LD: Não me importo com a classificação. O debate é interessante e geralmente produtivo, faz com que as pessoas pensem sobre como definir diferentes gêneros. Para quem não está familiarizado comigo, costumo dizer que escrevo histórias “muito pequenas”. Uso essa resposta padrão, pois é a saída mais fácil. Afinal, sempre que descobrem que sou escritora querem saber em qual gênero me insiro. Às vezes, acrescento que minhas histórias são como “fábulas”, ou meditações — ou meditações sobre problemas. Uma simples descrição nunca é suficiente para abranger tudo.

Ao contrário dos EUA, o Brasil não tem a cultura dos cursos de escrita criativa. Assim, revistas literárias são raras e a ideia de short story não é popular entre os escritores brasileiros. Qual o maior erro que as pessoas cometem em relação a esse gênero literário?

LD: Infelizmente, mesmo nos EUA, a short story tradicional não é mais respeitada como antes. Meus pais, por exemplo, publicaram muito nos anos 1930 e 1940. Eles eram bem remunerados por isso. Hoje, por outro lado, há um crescente interesse pelo tipo de ficção que eu produzo: “muito curta”, o oposto do formato padrão, que varia entre 15 a 20 páginas. Muitas pessoas já me falaram que conto e microconto deveriam ser destinados a crianças. Não concordo. Escrevo para adultos. Talvez a melhor abordagem é comparar a minha literatura a um poema pequeno. Ambos conseguem ter peso e significado.

Uma sensação de mistério desempenha um papel importante em Nem vem. Às vezes, a ficção que você escreve soa como trechos desconexos de sonhos e devaneios. O leitor é convidado a espiar pelas cortinas por um breve momento. Você não permite que ele siga o personagem até em “casa”. Quando se escreve algo curto, toda palavra importa. O que surge primeiro?

LD: Essa é uma descrição interessante sobre um dos efeitos da minha ficção. Primeiro, surge o material concreto e específico que entrará na história — isso é tudo aquilo que “provoca” a narrativa. O material concreto pode ser um diálogo ouvido na rua ou as ações de um inseto, ou até mesmo uma pergunta que surgiu por conta de um padrão geométrico que observei em algum lugar. Me interesso pelas grandes questões filosóficas e emotivas por trás dos exemplos que citei.

Soube que você gosta de observar pessoas em pontos de ônibus. Dizem que você se considera uma observadora. Como as observações cotidianas impactam os personagens?

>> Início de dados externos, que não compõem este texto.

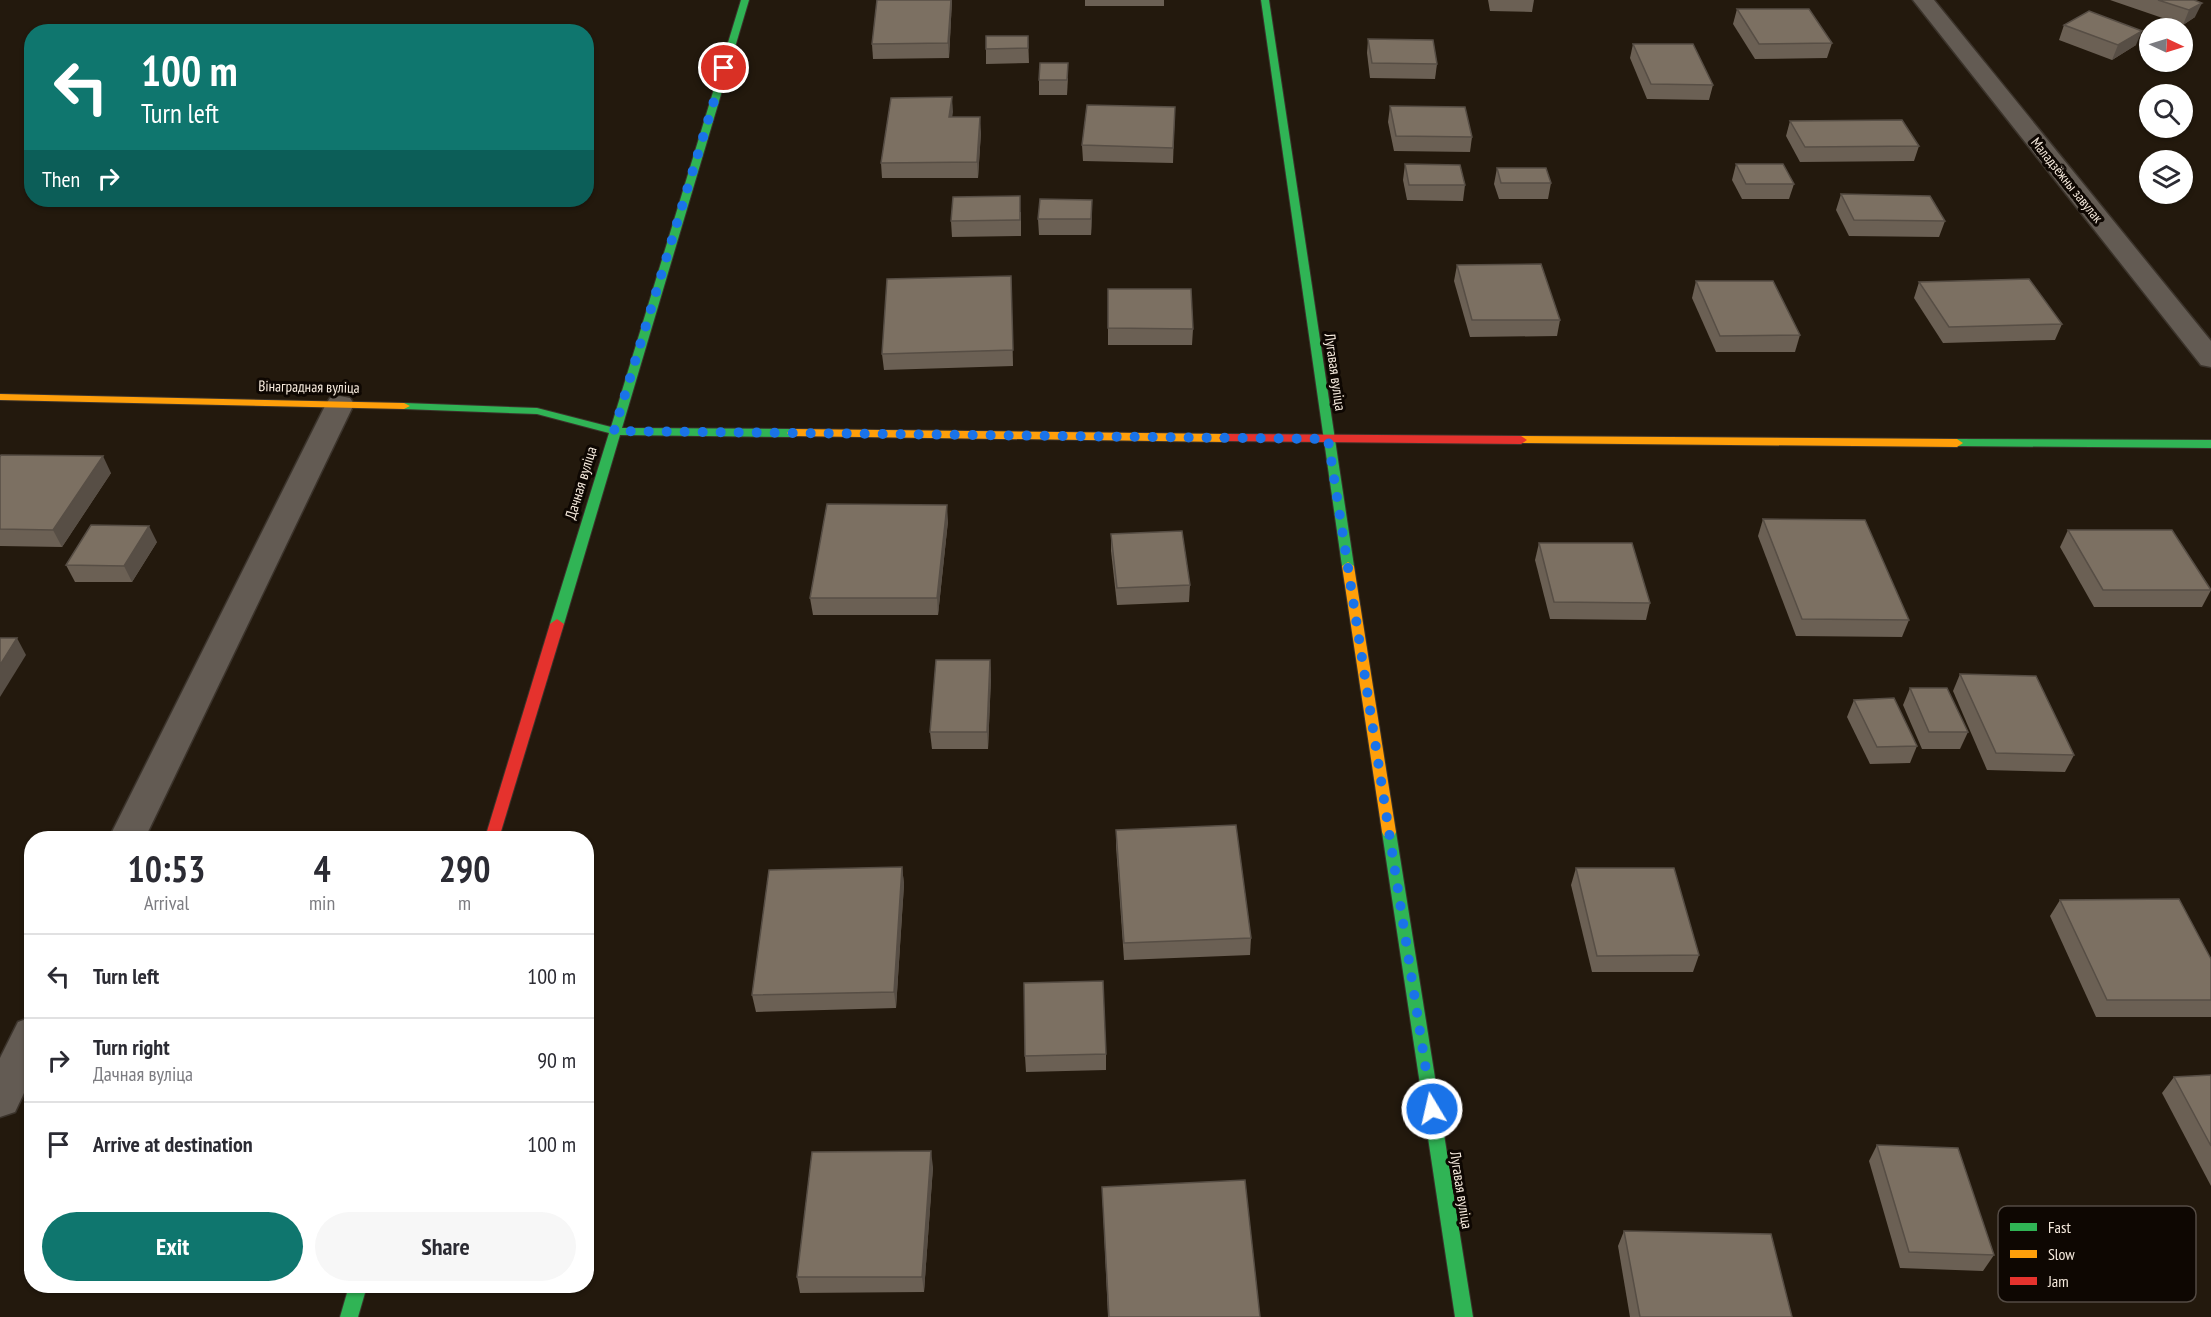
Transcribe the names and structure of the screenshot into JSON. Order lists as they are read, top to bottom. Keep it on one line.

LD: Minhas observações são muito importantes. É uma atividade constante que ajuda a alimentar meu entendimento e interesse sobre as pessoas. Certamente isso tem um grande impacto nos personagens — alguns são, de fato, cópias das pessoas que estão ao meu redor.

Escritores costumam reclamar dos desafios que enfrentam com os finais das histórias. Como saber a hora certa de parar?

LD: Finais são sempre difíceis. Os meus próprios não são óbvios para mim. Aguardo muito tempo até chegar em um final satisfatório. Apesar de ser contos pequenos, nunca me limito a uma série de palavras. Teve situações em que achava que a história seria muito curta, apenas uma página, mas ela ganha vida própria e se transforma em várias páginas. O contrário também acontece. Aquilo que no rascunho é um parágrafo, mas no final se resume em uma frase. Ter certeza absoluta sobre o conteúdo ou extensão do texto não funciona. Preciso ter flexibilidade e espaço para desenvolvimentos inesperados.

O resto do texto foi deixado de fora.